A SPARQL extension for generating RDF from heterogeneous formats
Résumé
RDF aims at being the universal abstract data model for structured
data on the Web. While there is effort to convert data in RDF, the vast majority
of data available on the Web does not conform to RDF. Indeed, exposing data
in RDF, either natively or through wrappers, can be very costly. Furthermore,
in the emerging Web of Things, resource constraints of devices prevent from
processing RDF graphs. Hence one cannot expect that all the data on the Web
be available as RDF anytime soon. Several tools can generate RDF from non-
RDF data, and transformation or mapping languages have been designed to offer
more flexible solutions (GRDDL, XSPARQL, R2RML, RML, CSVW, etc.). In
this paper, we introduce a new language, SPARQL-Generate, that generates RDF
from: (i) a RDF Dataset, and (ii) a set of documents in arbitrary formats.

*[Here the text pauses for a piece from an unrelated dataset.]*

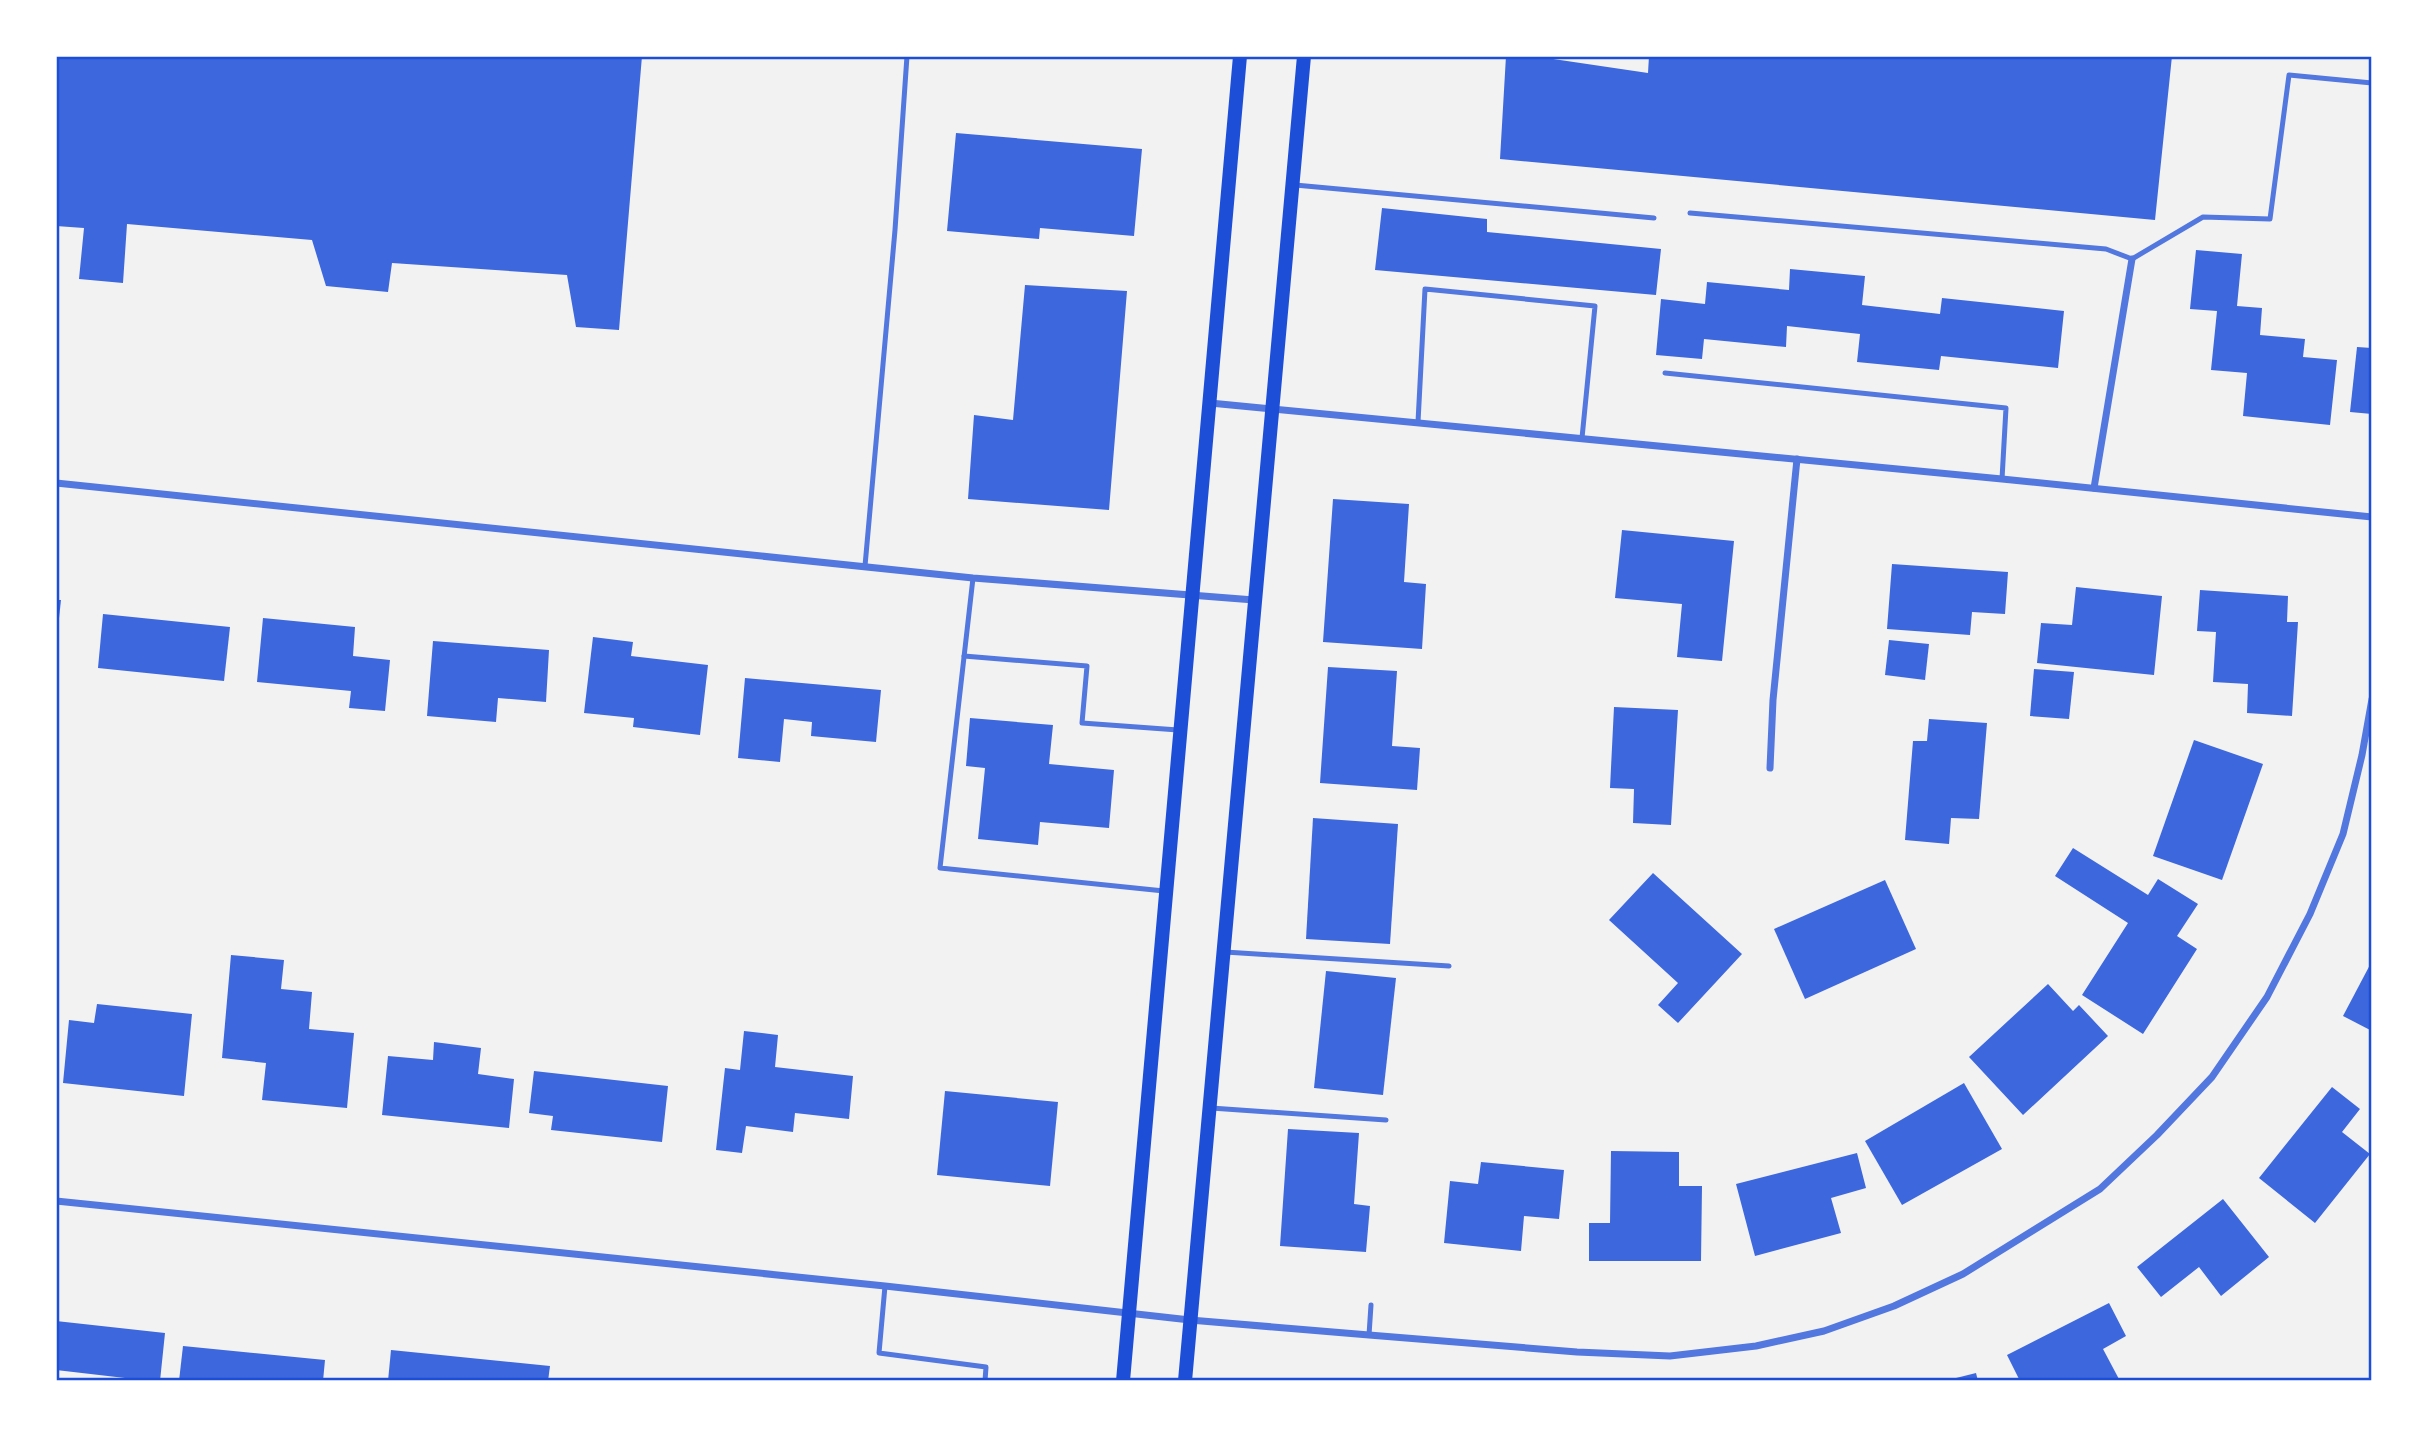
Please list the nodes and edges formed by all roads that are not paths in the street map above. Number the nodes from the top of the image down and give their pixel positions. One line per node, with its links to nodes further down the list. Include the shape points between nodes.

As
SPARQL-Generate is designed as an extension of SPARQL 1.1, it can provably:
(i) be implemented on top on any existing SPARQL engine, and (ii) leverage the
SPARQL extension mechanism to deal with an open set of formats. Furthermore,
we show evidence that (iii) it can be easily learned by knowledge engineers that
know SPARQL 1.1, and (iv) our first naive open source implementation performs
better than the reference implementation of RML for big transformations.